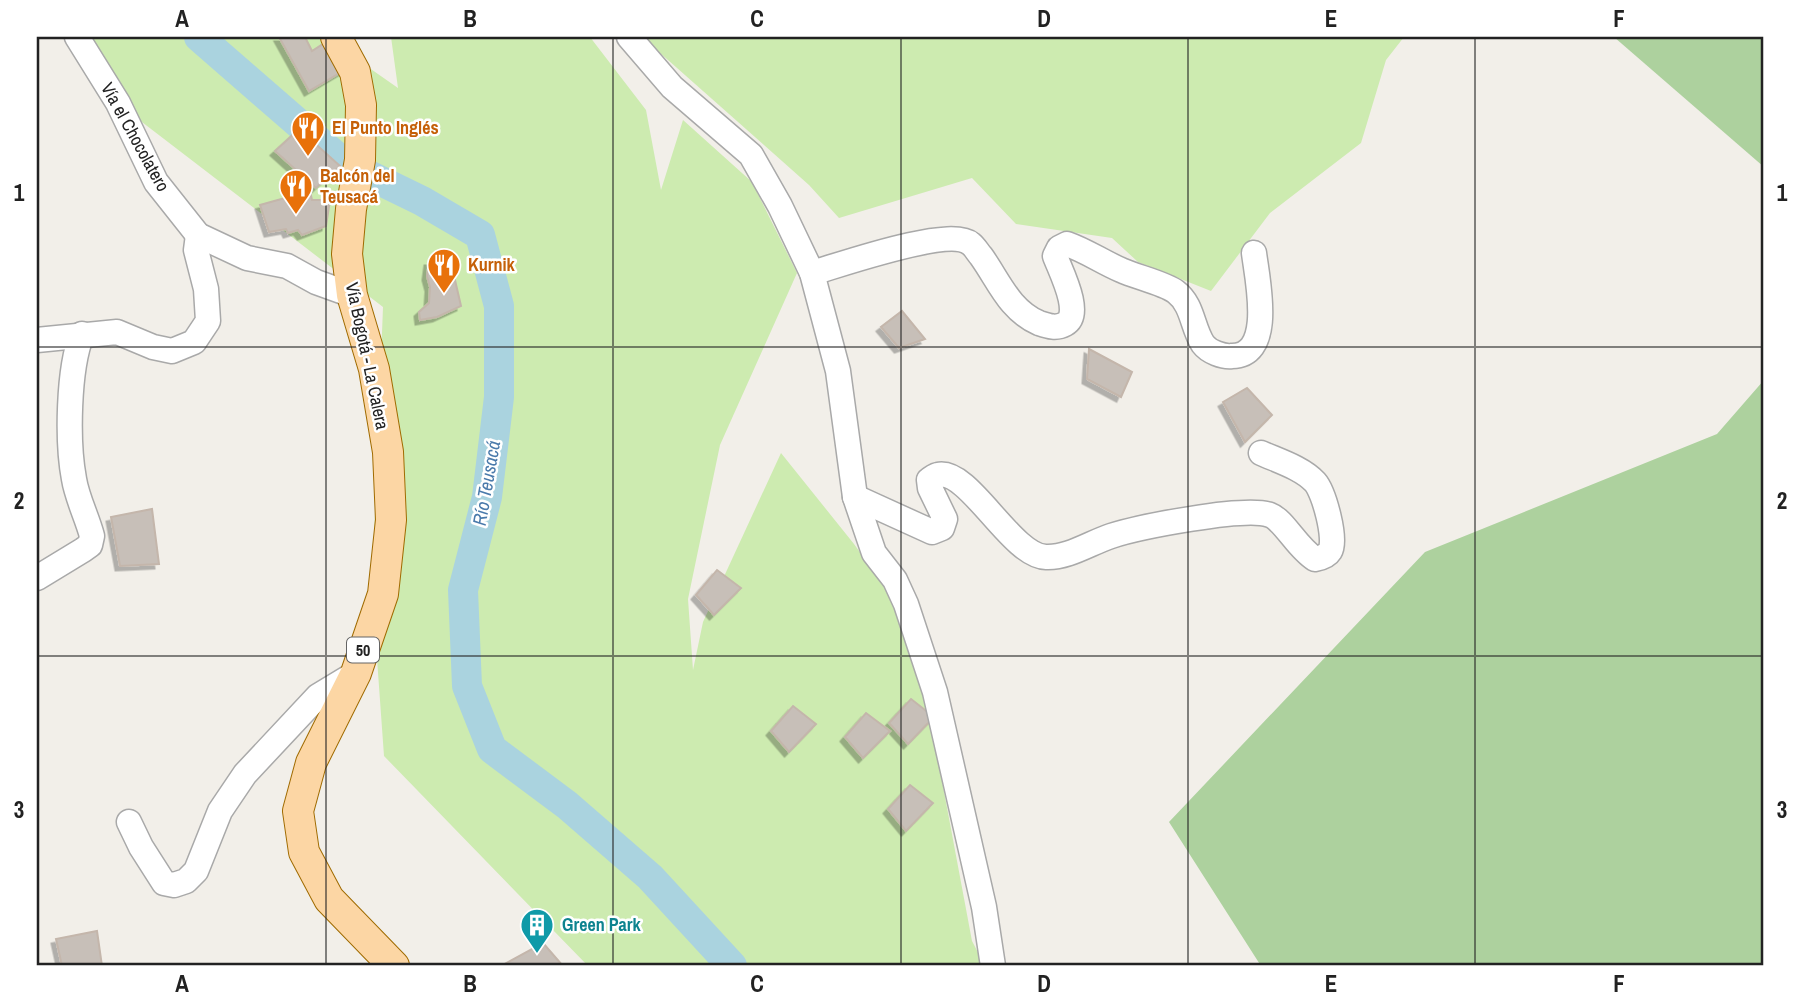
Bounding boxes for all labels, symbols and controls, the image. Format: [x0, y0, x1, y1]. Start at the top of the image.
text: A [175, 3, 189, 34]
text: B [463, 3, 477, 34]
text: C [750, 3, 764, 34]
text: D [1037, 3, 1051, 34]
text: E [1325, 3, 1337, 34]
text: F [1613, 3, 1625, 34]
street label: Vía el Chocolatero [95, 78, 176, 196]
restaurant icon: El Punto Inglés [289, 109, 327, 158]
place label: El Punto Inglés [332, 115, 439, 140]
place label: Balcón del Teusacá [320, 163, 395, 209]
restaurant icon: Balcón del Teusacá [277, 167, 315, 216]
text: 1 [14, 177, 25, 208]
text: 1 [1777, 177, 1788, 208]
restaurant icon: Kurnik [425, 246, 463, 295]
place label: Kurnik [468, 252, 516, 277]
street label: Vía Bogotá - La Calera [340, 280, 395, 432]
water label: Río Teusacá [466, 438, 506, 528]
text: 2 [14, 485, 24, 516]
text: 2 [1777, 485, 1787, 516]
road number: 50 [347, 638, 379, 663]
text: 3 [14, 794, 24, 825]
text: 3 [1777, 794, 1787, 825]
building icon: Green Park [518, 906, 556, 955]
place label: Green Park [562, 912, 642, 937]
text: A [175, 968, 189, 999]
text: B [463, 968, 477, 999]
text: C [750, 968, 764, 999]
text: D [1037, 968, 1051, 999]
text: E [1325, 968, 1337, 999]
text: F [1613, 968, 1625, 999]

════════════════

## DESCRIPTION OF THE TASK
Retype the whole of the data verbatim. Skip every picture.

## EXERCISE ANSWER
Bounding boxes for all labels, symbols and controls, the image. Format: [x0, y0, x1, y1]. Start at the top of the image.
text: A [175, 3, 189, 34]
text: B [463, 3, 477, 34]
text: C [750, 3, 764, 34]
text: D [1037, 3, 1051, 34]
text: E [1325, 3, 1337, 34]
text: F [1613, 3, 1625, 34]
street label: Vía el Chocolatero [95, 78, 176, 196]
restaurant icon: El Punto Inglés [289, 109, 327, 158]
place label: El Punto Inglés [332, 115, 439, 140]
place label: Balcón del Teusacá [320, 163, 395, 209]
restaurant icon: Balcón del Teusacá [277, 167, 315, 216]
text: 1 [14, 177, 25, 208]
text: 1 [1777, 177, 1788, 208]
restaurant icon: Kurnik [425, 246, 463, 295]
place label: Kurnik [468, 252, 516, 277]
street label: Vía Bogotá - La Calera [340, 280, 395, 432]
water label: Río Teusacá [466, 438, 506, 528]
text: 2 [14, 485, 24, 516]
text: 2 [1777, 485, 1787, 516]
road number: 50 [347, 638, 379, 663]
text: 3 [14, 794, 24, 825]
text: 3 [1777, 794, 1787, 825]
building icon: Green Park [518, 906, 556, 955]
place label: Green Park [562, 912, 642, 937]
text: A [175, 968, 189, 999]
text: B [463, 968, 477, 999]
text: C [750, 968, 764, 999]
text: D [1037, 968, 1051, 999]
text: E [1325, 968, 1337, 999]
text: F [1613, 968, 1625, 999]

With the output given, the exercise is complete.